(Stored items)

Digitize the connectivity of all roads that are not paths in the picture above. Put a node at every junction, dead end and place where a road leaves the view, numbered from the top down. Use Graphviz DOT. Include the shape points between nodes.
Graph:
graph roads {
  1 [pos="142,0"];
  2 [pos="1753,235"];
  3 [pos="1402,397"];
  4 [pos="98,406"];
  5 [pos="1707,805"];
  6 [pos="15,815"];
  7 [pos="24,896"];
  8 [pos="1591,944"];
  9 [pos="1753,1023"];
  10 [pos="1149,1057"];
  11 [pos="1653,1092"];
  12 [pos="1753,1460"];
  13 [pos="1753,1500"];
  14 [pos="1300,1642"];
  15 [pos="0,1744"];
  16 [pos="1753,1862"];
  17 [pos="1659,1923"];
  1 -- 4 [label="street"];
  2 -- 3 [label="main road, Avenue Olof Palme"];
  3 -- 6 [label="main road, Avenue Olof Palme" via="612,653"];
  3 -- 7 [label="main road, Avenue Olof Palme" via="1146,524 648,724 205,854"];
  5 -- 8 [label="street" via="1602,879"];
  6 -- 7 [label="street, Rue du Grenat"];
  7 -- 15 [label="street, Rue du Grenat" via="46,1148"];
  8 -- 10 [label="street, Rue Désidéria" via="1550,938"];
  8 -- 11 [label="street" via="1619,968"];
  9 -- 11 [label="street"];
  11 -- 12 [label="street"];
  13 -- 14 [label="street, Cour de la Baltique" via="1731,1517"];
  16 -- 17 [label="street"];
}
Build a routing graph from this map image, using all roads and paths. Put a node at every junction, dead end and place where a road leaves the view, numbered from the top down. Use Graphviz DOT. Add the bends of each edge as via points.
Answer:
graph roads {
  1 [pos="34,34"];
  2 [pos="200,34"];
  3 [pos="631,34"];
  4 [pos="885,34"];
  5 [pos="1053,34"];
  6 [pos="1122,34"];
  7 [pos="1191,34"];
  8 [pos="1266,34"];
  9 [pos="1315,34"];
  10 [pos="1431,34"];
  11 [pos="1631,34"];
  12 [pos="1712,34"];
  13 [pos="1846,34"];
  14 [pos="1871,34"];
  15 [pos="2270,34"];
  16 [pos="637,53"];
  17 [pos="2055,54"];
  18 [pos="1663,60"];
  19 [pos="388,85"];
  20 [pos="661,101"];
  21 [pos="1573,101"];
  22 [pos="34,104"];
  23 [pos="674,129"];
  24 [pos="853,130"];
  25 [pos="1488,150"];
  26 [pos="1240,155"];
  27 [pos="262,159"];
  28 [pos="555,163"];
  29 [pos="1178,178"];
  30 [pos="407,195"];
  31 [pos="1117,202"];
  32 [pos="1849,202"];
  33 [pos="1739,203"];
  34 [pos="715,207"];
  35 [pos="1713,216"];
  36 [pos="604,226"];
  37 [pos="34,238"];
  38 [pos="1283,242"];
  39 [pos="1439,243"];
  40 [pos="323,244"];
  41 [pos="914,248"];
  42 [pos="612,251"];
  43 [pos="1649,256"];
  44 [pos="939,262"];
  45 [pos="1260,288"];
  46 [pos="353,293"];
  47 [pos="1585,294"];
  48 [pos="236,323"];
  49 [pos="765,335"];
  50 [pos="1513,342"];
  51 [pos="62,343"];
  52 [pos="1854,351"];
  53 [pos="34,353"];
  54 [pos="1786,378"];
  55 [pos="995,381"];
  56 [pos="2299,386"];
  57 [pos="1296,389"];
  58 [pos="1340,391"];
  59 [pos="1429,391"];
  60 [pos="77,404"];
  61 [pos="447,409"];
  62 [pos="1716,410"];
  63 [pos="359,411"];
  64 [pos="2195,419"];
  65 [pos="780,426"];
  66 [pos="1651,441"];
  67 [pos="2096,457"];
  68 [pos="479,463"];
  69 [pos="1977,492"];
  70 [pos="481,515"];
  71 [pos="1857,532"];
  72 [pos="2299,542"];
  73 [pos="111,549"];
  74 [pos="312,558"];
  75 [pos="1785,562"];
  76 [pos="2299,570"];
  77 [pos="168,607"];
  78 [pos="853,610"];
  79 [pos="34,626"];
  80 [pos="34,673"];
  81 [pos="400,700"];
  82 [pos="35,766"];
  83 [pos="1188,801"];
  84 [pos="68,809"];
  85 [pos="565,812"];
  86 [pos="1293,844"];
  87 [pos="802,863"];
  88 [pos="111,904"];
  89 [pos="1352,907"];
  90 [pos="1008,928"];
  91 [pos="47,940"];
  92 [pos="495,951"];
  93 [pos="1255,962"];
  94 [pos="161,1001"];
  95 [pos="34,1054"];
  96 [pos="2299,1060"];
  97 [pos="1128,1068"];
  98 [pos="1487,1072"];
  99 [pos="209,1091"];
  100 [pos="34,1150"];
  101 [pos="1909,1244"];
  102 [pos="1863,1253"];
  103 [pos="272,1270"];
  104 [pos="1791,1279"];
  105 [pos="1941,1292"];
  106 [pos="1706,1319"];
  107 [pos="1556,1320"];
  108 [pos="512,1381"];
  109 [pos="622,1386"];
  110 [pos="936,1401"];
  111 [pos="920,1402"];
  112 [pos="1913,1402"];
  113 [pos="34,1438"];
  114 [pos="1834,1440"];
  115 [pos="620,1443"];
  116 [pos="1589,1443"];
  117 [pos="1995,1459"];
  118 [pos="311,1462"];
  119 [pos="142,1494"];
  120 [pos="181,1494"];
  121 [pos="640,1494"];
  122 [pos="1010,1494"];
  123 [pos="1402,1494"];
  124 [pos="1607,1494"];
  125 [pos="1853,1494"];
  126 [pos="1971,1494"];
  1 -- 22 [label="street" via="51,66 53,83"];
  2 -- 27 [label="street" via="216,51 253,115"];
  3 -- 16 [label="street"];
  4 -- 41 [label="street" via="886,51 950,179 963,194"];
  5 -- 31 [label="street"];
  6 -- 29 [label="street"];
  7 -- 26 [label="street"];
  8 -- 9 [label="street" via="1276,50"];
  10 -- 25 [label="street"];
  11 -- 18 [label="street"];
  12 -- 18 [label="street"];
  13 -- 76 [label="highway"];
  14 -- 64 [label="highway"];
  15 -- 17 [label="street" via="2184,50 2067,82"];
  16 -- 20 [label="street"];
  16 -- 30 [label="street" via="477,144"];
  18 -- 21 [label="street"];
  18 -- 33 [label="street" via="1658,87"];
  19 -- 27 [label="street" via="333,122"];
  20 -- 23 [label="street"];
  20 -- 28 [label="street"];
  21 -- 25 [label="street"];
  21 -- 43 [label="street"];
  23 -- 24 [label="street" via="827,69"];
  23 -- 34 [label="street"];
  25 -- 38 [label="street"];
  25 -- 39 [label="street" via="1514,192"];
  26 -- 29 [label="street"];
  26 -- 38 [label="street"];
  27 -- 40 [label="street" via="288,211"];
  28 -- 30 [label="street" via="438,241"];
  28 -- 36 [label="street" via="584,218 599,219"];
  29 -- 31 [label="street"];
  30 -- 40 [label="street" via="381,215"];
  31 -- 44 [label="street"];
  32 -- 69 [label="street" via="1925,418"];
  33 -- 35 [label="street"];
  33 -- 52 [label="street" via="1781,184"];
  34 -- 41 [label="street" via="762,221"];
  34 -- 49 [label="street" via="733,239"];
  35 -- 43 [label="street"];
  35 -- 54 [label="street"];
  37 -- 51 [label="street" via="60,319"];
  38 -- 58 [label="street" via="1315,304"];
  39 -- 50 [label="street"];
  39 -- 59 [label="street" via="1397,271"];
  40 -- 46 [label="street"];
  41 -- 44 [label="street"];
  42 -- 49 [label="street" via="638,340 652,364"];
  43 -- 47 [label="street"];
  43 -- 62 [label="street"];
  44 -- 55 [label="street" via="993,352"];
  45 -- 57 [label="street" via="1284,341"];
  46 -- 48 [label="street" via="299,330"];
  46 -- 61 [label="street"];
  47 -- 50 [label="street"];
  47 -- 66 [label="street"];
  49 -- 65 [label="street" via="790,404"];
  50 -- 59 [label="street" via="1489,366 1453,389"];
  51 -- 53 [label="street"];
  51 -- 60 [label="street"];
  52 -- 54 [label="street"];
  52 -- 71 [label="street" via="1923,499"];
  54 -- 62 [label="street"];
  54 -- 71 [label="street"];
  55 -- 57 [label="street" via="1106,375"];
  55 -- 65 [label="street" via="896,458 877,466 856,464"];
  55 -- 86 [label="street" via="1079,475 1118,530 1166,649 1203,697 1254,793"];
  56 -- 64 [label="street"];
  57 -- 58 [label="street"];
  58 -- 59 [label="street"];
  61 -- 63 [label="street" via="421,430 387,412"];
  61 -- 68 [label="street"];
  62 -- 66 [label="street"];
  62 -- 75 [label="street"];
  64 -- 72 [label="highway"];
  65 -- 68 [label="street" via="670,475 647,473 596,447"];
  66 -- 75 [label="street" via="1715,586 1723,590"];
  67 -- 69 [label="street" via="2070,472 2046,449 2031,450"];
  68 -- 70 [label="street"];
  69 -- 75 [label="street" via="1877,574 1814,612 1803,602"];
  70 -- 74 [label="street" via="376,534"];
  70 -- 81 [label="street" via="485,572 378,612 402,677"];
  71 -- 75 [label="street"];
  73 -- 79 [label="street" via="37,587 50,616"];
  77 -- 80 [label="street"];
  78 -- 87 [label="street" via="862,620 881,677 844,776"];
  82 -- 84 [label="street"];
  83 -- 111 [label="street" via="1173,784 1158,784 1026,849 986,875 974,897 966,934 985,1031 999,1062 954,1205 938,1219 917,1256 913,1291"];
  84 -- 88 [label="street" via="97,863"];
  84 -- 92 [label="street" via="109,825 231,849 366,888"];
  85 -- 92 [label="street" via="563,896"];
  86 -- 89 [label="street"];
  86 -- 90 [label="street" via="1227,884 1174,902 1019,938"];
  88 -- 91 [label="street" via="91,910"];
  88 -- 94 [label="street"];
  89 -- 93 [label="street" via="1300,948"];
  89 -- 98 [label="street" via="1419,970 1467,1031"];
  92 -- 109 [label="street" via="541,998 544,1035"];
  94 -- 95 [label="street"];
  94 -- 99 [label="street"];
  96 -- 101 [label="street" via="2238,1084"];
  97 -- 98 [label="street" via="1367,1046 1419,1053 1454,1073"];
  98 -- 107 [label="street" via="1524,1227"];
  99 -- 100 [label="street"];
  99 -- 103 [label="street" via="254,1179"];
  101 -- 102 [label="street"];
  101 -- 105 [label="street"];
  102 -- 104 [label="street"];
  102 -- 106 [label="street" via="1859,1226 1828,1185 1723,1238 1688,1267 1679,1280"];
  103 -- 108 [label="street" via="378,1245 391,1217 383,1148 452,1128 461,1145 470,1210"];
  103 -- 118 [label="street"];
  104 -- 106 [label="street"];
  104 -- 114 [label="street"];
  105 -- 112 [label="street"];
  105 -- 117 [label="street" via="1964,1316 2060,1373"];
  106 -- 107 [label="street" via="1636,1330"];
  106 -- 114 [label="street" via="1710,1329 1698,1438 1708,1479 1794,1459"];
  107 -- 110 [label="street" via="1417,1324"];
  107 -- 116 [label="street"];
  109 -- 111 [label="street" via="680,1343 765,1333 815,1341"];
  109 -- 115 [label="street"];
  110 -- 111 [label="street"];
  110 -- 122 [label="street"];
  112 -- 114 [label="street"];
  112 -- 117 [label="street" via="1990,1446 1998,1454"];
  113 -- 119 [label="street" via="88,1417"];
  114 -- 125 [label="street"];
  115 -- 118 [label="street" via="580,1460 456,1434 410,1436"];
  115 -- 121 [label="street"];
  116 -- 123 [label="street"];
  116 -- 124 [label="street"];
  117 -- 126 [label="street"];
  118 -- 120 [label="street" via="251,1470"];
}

■ WORK TO BE COMPLETED
Find each line in the records above that contains "highway", and copy it.

■ OUTPUT BELOW
  13 -- 76 [label="highway"];
  14 -- 64 [label="highway"];
  64 -- 72 [label="highway"];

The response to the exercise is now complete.